In particolare la condivisione delle riserve strategiche di gas supera di gran lunga la logica del quantitative easing e dello scudo anti spread della Banca Centrale. Riportati alla politica monetaria, gli ultimi orientamenti della Commissione corrisponderebbero infatti alla creazione di un vero e proprio debito pubblico comune, che è qualcosa di più del debito raccolto su base comune e poi suddiviso tra i paesi richiedenti come nella Recovery and Resilience Facility (RRF), concordato nell’ambito del Next Generation EU (NGEU). E la redistribuzione degli extra-profitti è molto più del calmiere sugli interessi sui titoli pubblici sottoposti a speculazione, previsto dallo scudo delle BCE. Per non parlare dei limiti alle oscillazioni dei prezzi, che comporterebbero conseguenze epocali per la sostenibilità dei debiti pubblici. Infine la regolazione imposta ai contratti derivati sul gas, se applicata all’indebitamento dei paesi membri, bloccherebbe sul nascere molti attacchi speculativi, come quelli che hanno caratterizzato la crisi dei debiti sovrani nel 2009-2011.

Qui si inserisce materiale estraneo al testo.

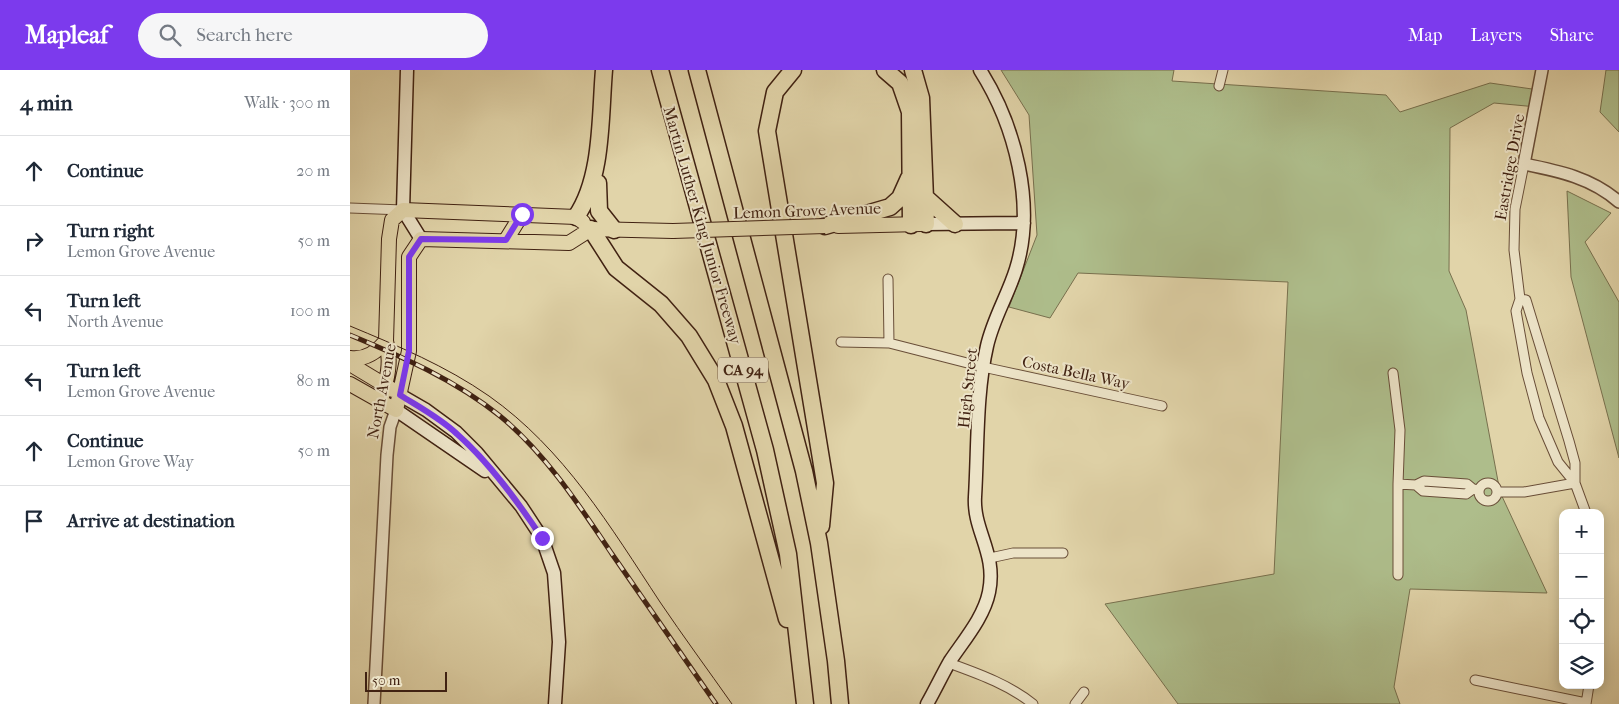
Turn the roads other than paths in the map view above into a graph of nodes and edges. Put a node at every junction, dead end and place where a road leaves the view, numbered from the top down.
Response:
1 (407, 70) edge
2 (604, 70) edge
3 (660, 70) edge
4 (697, 70) edge
5 (793, 70) edge
6 (886, 70) edge
7 (913, 70) edge
8 (980, 70) edge
9 (1223, 70) edge
10 (1542, 70) edge
11 (1219, 86) dead end
12 (1524, 164) junction
13 (595, 168) junction
14 (910, 176) junction
15 (925, 197) junction
16 (1619, 202) edge
17 (350, 208) edge
18 (404, 210) junction
19 (522, 214) junction
20 (576, 216) junction
21 (1024, 223) junction
22 (919, 224) junction
23 (955, 224) junction
24 (825, 226) junction
25 (591, 229) junction
26 (614, 230) junction
27 (421, 239) junction
28 (506, 240) junction
29 (888, 279) dead end
30 (1520, 299) junction
31 (386, 341) junction
32 (841, 342) dead end
33 (889, 343) junction
34 (350, 358) edge
35 (350, 364) edge
36 (983, 367) junction
37 (1392, 373) dead end
38 (350, 384) edge
39 (386, 386) junction
40 (400, 395) junction
41 (381, 400) junction
42 (1162, 406) dead end
43 (396, 410) junction
44 (497, 479) junction
45 (1575, 483) junction
46 (1398, 484) junction
47 (1585, 509) edge
48 (819, 543) junction
49 (1063, 553) dead end
50 (990, 558) junction
51 (1398, 575) dead end
52 (949, 663) junction
53 (802, 675) junction
54 (1475, 680) dead end
55 (1588, 689) edge
56 (1084, 692) dead end
57 (1586, 703) edge
58 (374, 704) edge
59 (555, 704) edge
60 (805, 704) edge
61 (840, 704) edge
62 (927, 704) edge
63 (1033, 704) edge
64 (1075, 704) edge

1 - 18 main road
2 - 13 highway
3 - 53 highway, Martin Luther King Junior Freeway / CA 94
4 - 48 highway, Martin Luther King Junior Freeway / CA 94
5 - 48 highway
6 - 14 highway
7 - 15 highway
8 - 21 main road, High Street
9 - 11 street
10 - 12 street, Eastridge Drive
12 - 16 street
12 - 30 street, Eastridge Drive
13 - 20 highway
13 - 26 highway
14 - 22 highway
14 - 24 highway
15 - 22 highway
15 - 23 highway
17 - 18 street
18 - 19 main road
18 - 27 main road
18 - 31 main road, North Avenue
19 - 20 main road
19 - 28 main road
20 - 25 main road
21 - 23 main road, Lemon Grove Avenue
21 - 36 main road, High Street
22 - 23 main road, Lemon Grove Avenue
22 - 24 main road, Lemon Grove Avenue
24 - 26 main road, Lemon Grove Avenue, bridge
25 - 26 main road, Lemon Grove Avenue
25 - 28 main road
25 - 53 highway
27 - 28 main road
27 - 40 main road, North Avenue
29 - 33 street
30 - 45 street, Eastridge Drive
30 - 45 street, Eastridge Drive
31 - 34 main road
31 - 39 main road, North Avenue
32 - 33 street, Costa Bella Way
33 - 36 street, Costa Bella Way
35 - 39 main road
36 - 42 street, Costa Bella Way
36 - 50 main road, High Street
37 - 46 street
38 - 41 main road
39 - 40 main road
39 - 41 main road, North Avenue
40 - 43 main road, North Avenue
40 - 44 main road
41 - 43 main road
43 - 44 main road
43 - 58 street, North Avenue
44 - 59 main road
45 - 46 street
45 - 47 street, Eastridge Drive
46 - 51 street
48 - 61 highway, Martin Luther King Junior Freeway / CA 94
49 - 50 street
50 - 52 main road, High Street
52 - 62 main road, High Street
52 - 63 street
53 - 60 highway, Martin Luther King Junior Freeway / CA 94
54 - 57 street
55 - 57 street
56 - 64 street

Non stupisce, dunque, che i governi ed i funzionari europei più conservatori abbiano opposto (e stiano tuttora opponendo) una strenua resistenza a queste misure. Non a caso la proposta della Commissione, dovendo rappresentare il punto di convergenza tra posizioni molto differenti, sposta molte iniziative (come la sostituzione del TTF) al prossimo futuro, senza tuttavia fissare scadenze, e non prevede un apparato sanzionatorio, al contrario di quanto contemplato delle regole fiscali e sulla concorrenza. In compenso la proposta combina sapientemente obblighi e moral suasion, con la consapevolezza che i mercati, anche quelli più imperfetti e speculativi, sono molto reattivi alle aspettative e all’annuncio di cambiamenti nelle politiche. Quindi, oltre a risorse reali, i governi devono utilizzare anche strumenti “psicologici”, sfruttando la propria credibilità. Non a caso al famoso “whatever it takes” Draghi aggiunse il meno noto (ma probabilmente più influente) “and believe me it will be enough”. Ce lo hanno insegnato proprio i padri della nuova macroeconomia classica, che permea ancora molti degli orientamenti della Commissione. La bozza di Regolamento del 18 ottobre può essere dunque considerato riduttivamente un “piccolo passo” solo nell’accezione data a questa espressione dall’astronauta Neil Armstrong.
(*) Le opinioni espresse in questo articolo non coinvolgono in alcun modo le istituzioni con cui collabora l’autore.